Search the records for the string "leave" and copy every line where it turns up.
------------------------
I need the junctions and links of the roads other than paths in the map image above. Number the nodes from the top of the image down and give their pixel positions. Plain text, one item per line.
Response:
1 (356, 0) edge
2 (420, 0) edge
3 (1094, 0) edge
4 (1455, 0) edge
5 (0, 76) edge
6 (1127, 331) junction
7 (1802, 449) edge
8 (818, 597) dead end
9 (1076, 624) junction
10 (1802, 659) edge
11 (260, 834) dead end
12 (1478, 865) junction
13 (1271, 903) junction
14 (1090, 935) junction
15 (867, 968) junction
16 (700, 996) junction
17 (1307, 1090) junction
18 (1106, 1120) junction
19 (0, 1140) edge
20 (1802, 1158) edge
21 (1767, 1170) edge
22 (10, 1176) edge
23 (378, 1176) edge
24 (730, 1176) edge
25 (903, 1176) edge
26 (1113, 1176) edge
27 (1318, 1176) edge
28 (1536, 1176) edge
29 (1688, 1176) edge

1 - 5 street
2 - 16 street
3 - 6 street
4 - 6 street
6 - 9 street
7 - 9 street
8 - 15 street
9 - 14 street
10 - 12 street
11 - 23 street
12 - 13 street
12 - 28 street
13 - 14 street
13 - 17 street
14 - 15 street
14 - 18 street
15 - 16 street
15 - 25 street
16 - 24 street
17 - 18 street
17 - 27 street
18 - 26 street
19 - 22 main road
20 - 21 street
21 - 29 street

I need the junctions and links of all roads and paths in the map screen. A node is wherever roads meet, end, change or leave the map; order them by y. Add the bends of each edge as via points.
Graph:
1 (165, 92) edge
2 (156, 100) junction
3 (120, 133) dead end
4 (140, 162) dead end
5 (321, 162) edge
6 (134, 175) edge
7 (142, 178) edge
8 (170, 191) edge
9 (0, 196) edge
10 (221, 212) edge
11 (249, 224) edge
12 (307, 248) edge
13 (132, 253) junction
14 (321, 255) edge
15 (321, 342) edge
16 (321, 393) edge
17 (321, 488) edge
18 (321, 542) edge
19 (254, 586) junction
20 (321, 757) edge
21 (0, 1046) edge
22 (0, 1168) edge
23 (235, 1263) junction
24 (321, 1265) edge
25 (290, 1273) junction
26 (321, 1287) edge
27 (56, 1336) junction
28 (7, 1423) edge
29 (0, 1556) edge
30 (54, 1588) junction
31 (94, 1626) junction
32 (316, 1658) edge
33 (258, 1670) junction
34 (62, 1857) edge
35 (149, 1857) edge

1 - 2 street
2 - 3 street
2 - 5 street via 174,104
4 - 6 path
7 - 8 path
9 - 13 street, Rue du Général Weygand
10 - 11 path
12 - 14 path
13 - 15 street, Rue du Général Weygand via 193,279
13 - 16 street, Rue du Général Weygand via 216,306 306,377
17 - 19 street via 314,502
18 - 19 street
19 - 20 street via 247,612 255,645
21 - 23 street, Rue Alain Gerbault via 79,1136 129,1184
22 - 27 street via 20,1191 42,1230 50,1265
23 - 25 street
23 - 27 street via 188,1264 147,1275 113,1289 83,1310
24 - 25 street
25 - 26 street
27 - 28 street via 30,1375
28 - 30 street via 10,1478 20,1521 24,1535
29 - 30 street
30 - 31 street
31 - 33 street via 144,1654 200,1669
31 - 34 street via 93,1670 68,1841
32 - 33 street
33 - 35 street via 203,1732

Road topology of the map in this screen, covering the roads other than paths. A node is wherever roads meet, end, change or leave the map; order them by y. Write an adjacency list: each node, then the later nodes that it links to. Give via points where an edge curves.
------------------------
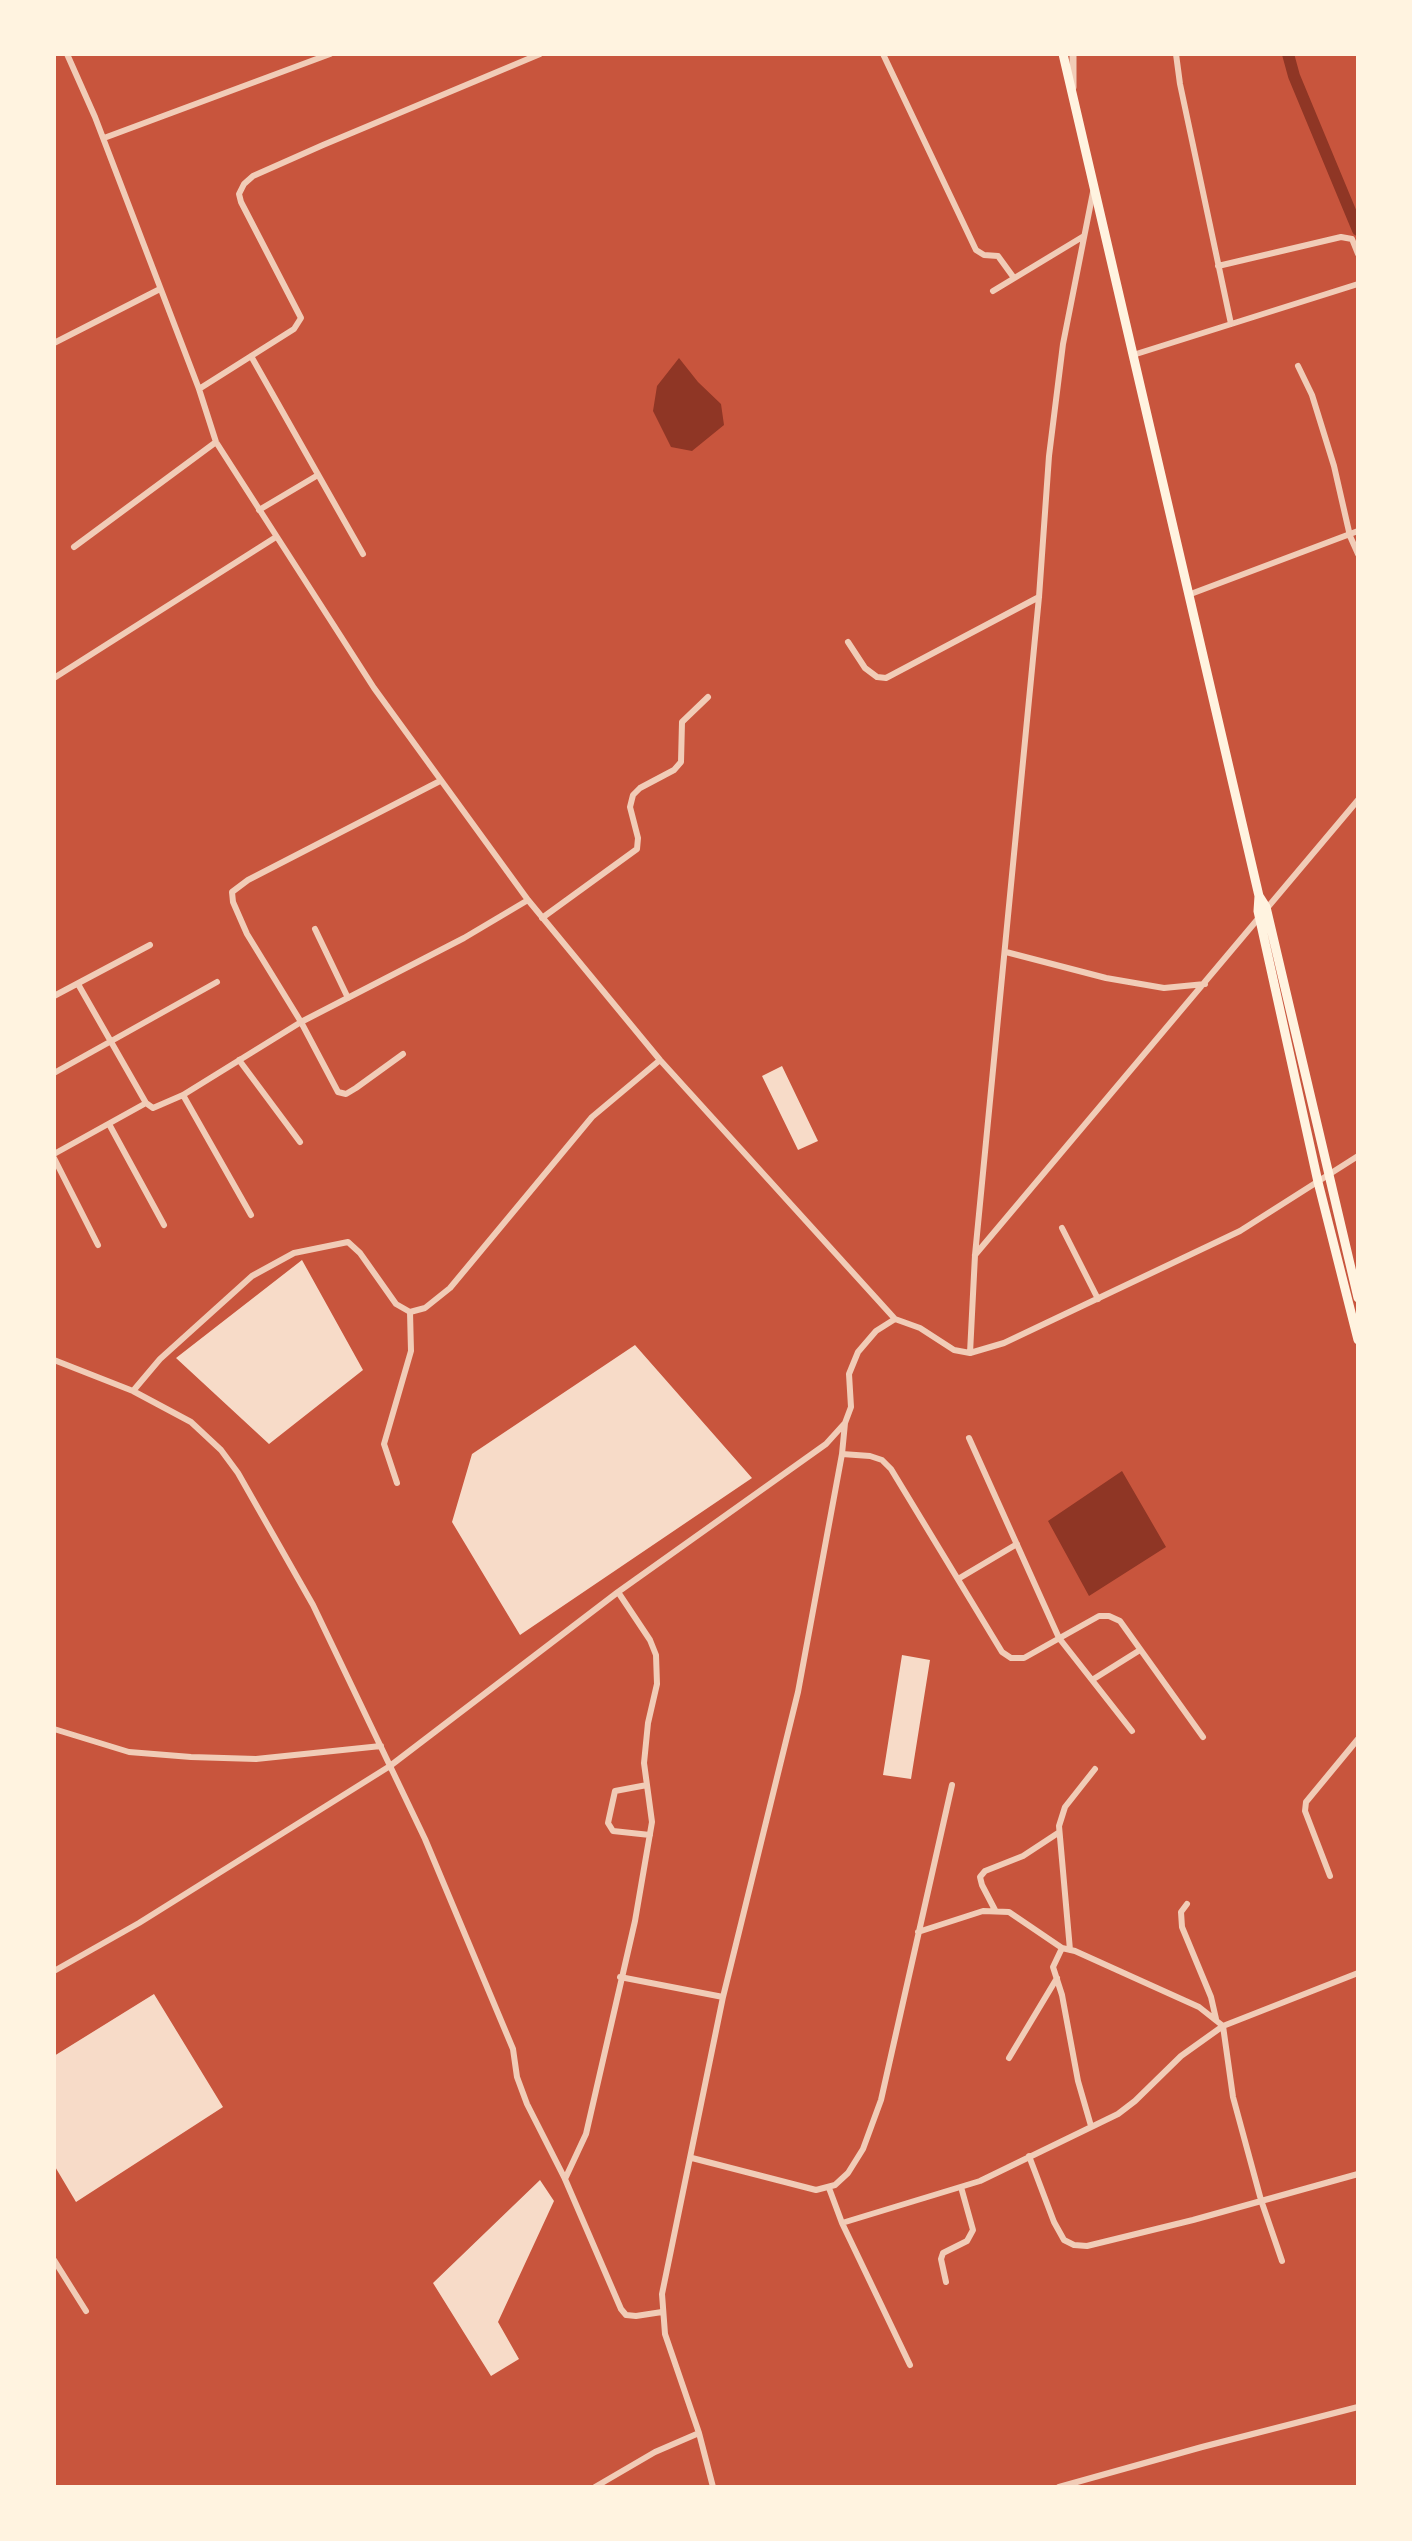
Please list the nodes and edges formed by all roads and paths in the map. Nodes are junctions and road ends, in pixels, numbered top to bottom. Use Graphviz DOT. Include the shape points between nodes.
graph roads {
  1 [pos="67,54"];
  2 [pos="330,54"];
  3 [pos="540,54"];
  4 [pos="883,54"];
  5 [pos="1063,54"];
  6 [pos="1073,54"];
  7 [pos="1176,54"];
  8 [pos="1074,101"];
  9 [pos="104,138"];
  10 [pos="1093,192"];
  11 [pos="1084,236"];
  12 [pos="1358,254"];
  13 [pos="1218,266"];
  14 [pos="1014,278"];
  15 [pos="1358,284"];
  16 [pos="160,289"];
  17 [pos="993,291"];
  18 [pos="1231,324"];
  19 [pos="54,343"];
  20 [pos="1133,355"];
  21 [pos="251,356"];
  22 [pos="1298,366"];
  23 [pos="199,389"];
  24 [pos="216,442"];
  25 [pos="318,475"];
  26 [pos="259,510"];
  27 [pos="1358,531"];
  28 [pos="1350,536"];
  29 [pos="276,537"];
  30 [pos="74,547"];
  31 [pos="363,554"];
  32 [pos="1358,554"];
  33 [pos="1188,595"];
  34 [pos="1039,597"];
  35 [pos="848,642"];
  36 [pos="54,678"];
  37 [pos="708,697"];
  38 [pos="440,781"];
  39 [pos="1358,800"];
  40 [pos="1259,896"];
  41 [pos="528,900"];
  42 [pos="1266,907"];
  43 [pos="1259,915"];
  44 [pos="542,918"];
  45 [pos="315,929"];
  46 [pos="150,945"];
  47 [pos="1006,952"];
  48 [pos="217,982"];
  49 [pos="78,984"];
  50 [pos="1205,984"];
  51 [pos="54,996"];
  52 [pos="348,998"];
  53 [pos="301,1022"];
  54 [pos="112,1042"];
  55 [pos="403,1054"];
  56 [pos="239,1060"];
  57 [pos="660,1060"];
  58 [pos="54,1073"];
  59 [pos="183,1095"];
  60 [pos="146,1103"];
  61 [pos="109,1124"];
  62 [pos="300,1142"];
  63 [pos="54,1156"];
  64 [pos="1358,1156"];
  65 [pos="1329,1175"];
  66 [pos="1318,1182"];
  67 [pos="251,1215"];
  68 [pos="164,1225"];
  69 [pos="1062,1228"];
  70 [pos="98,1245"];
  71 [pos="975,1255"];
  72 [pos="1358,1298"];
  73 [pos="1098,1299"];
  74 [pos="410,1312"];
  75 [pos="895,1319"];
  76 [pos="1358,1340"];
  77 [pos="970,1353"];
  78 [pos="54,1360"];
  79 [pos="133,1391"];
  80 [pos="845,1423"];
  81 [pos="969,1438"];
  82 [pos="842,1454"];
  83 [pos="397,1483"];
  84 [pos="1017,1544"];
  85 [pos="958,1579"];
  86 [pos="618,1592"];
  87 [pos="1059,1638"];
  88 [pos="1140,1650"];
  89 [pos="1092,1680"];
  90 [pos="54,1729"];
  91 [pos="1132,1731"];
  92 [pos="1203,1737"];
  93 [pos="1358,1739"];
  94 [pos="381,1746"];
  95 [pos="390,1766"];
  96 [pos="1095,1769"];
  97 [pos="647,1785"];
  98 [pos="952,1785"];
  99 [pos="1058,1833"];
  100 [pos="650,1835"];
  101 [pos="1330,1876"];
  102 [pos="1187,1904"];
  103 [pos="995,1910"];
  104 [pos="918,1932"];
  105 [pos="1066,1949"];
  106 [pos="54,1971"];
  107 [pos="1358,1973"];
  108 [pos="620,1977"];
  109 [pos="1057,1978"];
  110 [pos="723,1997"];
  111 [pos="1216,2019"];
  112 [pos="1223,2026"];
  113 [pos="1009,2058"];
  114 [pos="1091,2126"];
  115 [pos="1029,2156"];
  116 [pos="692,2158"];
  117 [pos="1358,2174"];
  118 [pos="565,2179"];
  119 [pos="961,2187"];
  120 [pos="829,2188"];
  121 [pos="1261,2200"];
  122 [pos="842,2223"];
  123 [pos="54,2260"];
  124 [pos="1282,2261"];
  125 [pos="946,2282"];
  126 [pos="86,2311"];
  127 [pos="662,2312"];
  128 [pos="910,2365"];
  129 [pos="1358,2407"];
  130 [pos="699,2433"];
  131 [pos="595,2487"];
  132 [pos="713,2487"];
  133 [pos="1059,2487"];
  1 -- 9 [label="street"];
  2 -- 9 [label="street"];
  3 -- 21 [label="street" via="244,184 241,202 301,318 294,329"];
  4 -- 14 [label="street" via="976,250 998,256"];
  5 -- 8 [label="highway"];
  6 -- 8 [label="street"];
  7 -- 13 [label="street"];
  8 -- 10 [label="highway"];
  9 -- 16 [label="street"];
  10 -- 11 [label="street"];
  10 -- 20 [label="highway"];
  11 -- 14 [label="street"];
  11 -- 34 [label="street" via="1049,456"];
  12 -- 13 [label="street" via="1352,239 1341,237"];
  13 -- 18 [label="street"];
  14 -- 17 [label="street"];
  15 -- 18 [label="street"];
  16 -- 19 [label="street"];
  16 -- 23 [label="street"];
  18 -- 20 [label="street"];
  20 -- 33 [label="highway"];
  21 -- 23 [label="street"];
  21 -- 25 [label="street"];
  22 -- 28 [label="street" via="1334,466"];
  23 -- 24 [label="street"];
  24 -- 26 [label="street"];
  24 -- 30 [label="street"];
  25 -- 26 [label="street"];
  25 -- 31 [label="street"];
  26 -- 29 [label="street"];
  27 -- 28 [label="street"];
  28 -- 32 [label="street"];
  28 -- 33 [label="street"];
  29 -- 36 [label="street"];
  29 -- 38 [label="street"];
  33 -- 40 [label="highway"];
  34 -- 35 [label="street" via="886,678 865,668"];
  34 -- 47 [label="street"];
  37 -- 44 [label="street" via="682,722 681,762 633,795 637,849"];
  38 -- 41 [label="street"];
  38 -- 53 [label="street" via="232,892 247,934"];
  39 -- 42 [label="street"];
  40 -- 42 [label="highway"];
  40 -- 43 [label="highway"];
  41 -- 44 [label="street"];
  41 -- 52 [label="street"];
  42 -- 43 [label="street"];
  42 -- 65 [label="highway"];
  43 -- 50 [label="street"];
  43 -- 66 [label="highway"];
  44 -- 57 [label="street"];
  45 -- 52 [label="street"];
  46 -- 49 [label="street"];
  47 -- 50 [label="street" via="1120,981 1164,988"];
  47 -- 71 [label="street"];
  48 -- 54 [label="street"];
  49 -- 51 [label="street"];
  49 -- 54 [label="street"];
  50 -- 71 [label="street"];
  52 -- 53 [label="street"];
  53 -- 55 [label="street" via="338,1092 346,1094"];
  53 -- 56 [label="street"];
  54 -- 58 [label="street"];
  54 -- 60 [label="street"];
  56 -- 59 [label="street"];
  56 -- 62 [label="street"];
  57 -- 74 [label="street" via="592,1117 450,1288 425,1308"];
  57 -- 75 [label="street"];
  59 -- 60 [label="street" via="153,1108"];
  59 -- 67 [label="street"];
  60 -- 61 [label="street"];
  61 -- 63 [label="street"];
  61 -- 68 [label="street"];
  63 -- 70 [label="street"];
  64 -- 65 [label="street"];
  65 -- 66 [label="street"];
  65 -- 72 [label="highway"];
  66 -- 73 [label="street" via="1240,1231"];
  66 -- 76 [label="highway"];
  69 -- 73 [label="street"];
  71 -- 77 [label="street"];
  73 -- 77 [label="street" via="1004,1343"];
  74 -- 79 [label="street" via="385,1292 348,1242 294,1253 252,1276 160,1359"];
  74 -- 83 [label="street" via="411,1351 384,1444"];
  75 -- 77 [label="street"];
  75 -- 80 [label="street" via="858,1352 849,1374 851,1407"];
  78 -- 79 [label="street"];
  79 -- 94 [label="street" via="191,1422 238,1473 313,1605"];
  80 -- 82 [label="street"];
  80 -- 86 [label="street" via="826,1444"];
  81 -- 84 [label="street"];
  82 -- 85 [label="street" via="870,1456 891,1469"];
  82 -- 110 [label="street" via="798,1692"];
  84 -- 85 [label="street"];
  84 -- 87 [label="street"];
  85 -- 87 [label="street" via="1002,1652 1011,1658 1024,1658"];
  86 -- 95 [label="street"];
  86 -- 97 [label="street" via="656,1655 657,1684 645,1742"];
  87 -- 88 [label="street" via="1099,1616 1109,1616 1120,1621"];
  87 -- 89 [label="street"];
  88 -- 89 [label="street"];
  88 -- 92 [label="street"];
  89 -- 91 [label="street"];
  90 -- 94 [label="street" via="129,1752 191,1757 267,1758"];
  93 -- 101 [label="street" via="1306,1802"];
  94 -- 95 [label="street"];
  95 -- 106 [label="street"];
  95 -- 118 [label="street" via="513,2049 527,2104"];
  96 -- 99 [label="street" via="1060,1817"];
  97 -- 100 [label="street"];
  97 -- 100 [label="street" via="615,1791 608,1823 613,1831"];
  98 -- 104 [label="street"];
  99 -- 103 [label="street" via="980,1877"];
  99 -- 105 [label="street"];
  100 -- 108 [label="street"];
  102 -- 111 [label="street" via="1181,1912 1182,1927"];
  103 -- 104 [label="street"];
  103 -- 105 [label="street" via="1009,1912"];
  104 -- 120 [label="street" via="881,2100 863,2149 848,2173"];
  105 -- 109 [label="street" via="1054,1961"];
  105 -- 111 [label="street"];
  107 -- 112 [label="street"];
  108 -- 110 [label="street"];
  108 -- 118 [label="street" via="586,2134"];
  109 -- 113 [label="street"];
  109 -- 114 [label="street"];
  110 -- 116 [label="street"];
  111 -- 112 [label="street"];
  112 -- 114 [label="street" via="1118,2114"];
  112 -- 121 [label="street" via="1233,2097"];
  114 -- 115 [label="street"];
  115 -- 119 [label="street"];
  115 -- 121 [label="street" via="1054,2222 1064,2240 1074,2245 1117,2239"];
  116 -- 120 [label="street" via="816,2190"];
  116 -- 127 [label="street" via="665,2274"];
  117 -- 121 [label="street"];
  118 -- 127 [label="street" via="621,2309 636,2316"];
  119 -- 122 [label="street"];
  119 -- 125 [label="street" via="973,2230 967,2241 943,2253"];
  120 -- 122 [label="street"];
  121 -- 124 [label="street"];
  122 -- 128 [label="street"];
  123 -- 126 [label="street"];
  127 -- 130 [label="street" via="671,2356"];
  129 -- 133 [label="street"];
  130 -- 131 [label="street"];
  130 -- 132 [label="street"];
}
------------------------
EXPECTED ANSWER.
I need the junctions and links of all roads and paths in the map screen. A node is wherever roads meet, end, change or leave the map; order them by y. Add the bends of each edge as via points.
Road topology of the map in this screen, covering the roads other than paths. A node is wherever roads meet, end, change or leave the map; order them by y. Write an adjacency list: each node, then the later nodes that it links to. Give via points where an edge curves.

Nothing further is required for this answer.